By Dexter Roberts, Bloomberg.com, 17 December 2015
It’s growing at double-digit rates with Beijing subsidies, but it’s still poor.
As China’s economy settles into slower growth, President Xi Jinping has been touting the benefits of what he calls the “new normal,” including a more equitable distribution of income and less pollution. But one region isn’t ready to give up on double-digit growth. “We must grow faster,” says Deng Xiaogang, executive vice chairman of the Tibet Autonomous Region, one of the poorest, least industrialized areas in the People’s Republic. “There is a gap between us and the rest of the country.”
For the past two decades, Tibet’s economy has outperformed China as a whole. Its growth has averaged 12.4 percent annually over that period, compared with a national average of about 10 percent and Beijing’s 2015 target of 7 percent. But these statistics are misleading: The Tibetan miracle is the result of massive subsidies that have done little to foster productive enterprises in the territory of 3.15 million people.
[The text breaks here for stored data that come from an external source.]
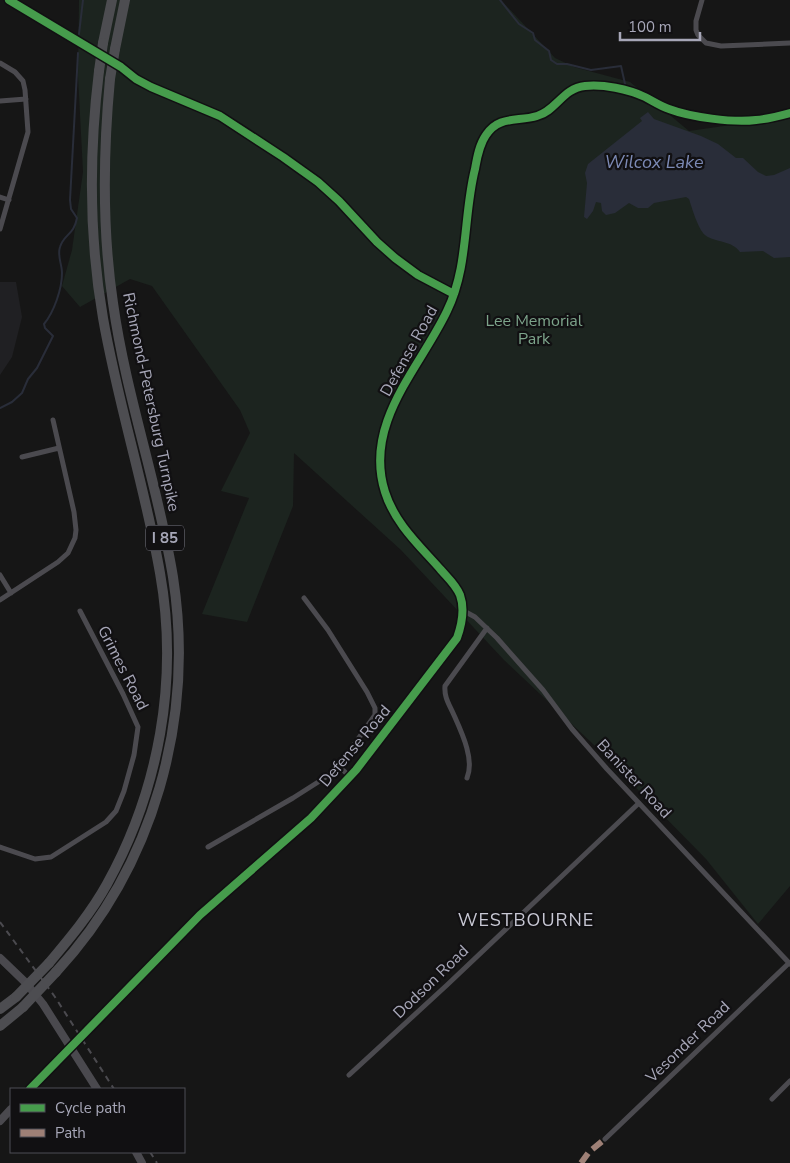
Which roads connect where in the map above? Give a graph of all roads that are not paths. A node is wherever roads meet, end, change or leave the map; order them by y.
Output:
1 (9, 0) edge
2 (112, 0) edge
3 (125, 0) edge
4 (702, 0) edge
5 (790, 42) edge
6 (0, 63) edge
7 (26, 99) junction
8 (0, 101) edge
9 (790, 113) edge
10 (0, 197) edge
11 (9, 200) junction
12 (0, 229) edge
13 (454, 294) junction
14 (53, 420) dead end
15 (59, 448) junction
16 (22, 457) dead end
17 (0, 575) edge
18 (11, 593) junction
19 (304, 598) dead end
20 (0, 600) edge
21 (462, 610) junction
22 (80, 611) dead end
23 (487, 628) junction
24 (339, 766) junction
25 (350, 777) junction
26 (467, 778) dead end
27 (639, 802) junction
28 (0, 847) edge
29 (208, 847) dead end
30 (0, 958) edge
31 (790, 964) edge
32 (0, 1009) edge
33 (0, 1026) edge
34 (84, 1034) tunnel mouth
35 (67, 1051) tunnel mouth
36 (349, 1075) dead end
37 (790, 1081) edge
38 (31, 1088) edge
39 (96, 1088) edge
40 (772, 1099) dead end
41 (10, 1110) edge
42 (0, 1121) edge
43 (605, 1139) dead end

1 - 13 street
2 - 32 highway, Richmond-Petersburg Turnpike / I 85, bridge
3 - 33 highway, Richmond-Petersburg Turnpike / I 85, bridge
4 - 5 street
6 - 7 street
7 - 8 street
7 - 11 street
9 - 13 street, Defense Road
10 - 11 street
11 - 12 street
13 - 21 street, Defense Road
14 - 15 street
15 - 16 street
15 - 18 street
17 - 18 street
18 - 20 street
19 - 24 street
21 - 23 street, Banister Road
21 - 25 street, Defense Road
22 - 28 street, Grimes Road
23 - 26 street
23 - 27 street, Banister Road
24 - 25 street
24 - 29 street
25 - 34 street, Defense Road
27 - 31 street, Banister Road
27 - 36 street, Dodson Road
30 - 39 street
31 - 43 street, Vesonder Road
35 - 38 street
37 - 40 street
41 - 42 street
Since China annexed Tibet in 1951 and its religious and political leader, the Dalai Lama, fled into exile in India, the central government has sent more than 648 billion yuan ($100 billion) to the region. Beijing’s subsidies have funded massive transportation and power projects, including a 156-mile-long rail link from Tibet’s capital, Lhasa, to Shigatse, the region’s second-largest city, completed last year at a cost of 13.3 billion yuan. The 9.6 billion-yuan Zangmu hydropower station, on the Yarlung Tsangpo River, became fully operational in October. Andrew Fischer, a professor at the International Institute of Social Studies in The Hague and an expert on Tibet, says subsidies from Beijing dwarf the local economy, amounting to about 112 percent of economic output, which was 80.8 billion yuan in 2013. Fischer says it’s “more than one would see in a highly aid-dependent African country.”
The region’s ethnic Tibetan residents often derive little direct benefit from the investments. Almost all the materials for the infrastructure projects are imported from the rest of the People’s Republic, often along with work crews. “A lot of the construction is not oriented towards building a productive, local economy,” says Fischer. Instead, Beijing’s aim is to tether Tibet tightly to the economies of China’s provinces.
There has been a huge influx of Han—the majority ethnic group in China—into the region seeking to set up businesses. Beijing’s policymakers have paired 18 provinces and cities in China with counties and towns in Tibet. The Chinese counterparts have been ordered to build schools, set up businesses, and send officials to work in Tibet for stints of up to three years. China’s biggest state enterprises, including Sinopec, China National Gold Group, and PetroChina, have also been instructed to invest in Tibet.
One side effect of Beijing’s subsidize-and-invest policy is that Tibet is afflicted by a version of the profligacy that helped lead to China’s own slowdown. The region is plagued by inefficient and money-losing state-owned enterprises. As of 2013, they accounted for about 22 percent of all companies in Tibet, compared with 2 percent in all of China, according to a recent research paper written by Jin Wei, an expert on China’s ethnic minority policy at the Central Party School in Beijing. The state-run companies in construction, mining, and the tourism industry also exacerbate ethnic tensions. They are not big employers of Tibetans, the majority of whom make their living as herders and farmers.